NGO Monitor said in advance of the publication of the report that the announcement used selective evidence to come to its conclusions. The group highlighted how casting the humanitarian effort of evacuation orders as genocidal contradicted demands that Israel take precautions to avoid civilian deaths in combat.

NGO Monitor also noted that the IDF said that it had facilitated the transfer of 1.1 million tons of aid into Gaza, established humanitarian corridors, imposed tactical pauses, and vaccinated Gazans to avoid civilian deaths from the conditions of war.

NGO Monitor slammed Amnesty for figures such as the death of 42,000 Palestinians, which it said were obtained from the Hamas-run Gaza Health Ministry and did not distinguish between civilians and combatants.

The activist group “has devoted many years to the delegitimization of Israel regardless of policies, [and] is simply continuing its decades-long lawfare campaign,” said NGO Monitor.

The International Legal Forum said that the Amnesty report was written under the “guise” of international law and human rights but was “utterly baseless and replete with malicious lies, gross distortions of truth, and fabrications of law.”

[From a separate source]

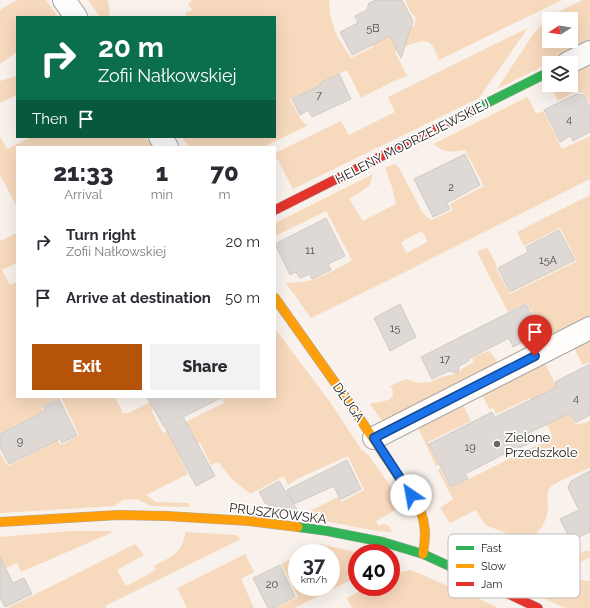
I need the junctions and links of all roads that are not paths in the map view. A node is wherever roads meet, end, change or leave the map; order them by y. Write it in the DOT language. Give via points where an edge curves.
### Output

“To accuse Israel of ‘genocide’ in Gaza is a gross and egregious subversion and weaponization of the very term itself, made even more unconscionable given the October 7 attacks were the largest mass slaughter of Jews since the Holocaust,” said ILF.

Amnesty called for the cessation of arms trade with Israel and said that states must respect the International Criminal Court’s arrest warrants and detain Prime Minister Benjamin Netanyahu and former defense minister Yoav Gallant. Callamard urged the ICC to consider adding the crime of genocide to the investigations into Israeli leaders and for sanctions to be leveled by the UN Security Council against Israeli and Hamas officials.

The ILF said that in response to the report, the incoming American administration should declare Amnesty a “hate group” and adopt sanctions against them, “including withdrawing financial support and any cooperation with government agencies.”

Amnesty is reportedly set to produce another document on crimes committed by Hamas and other groups during the October 7 massacre.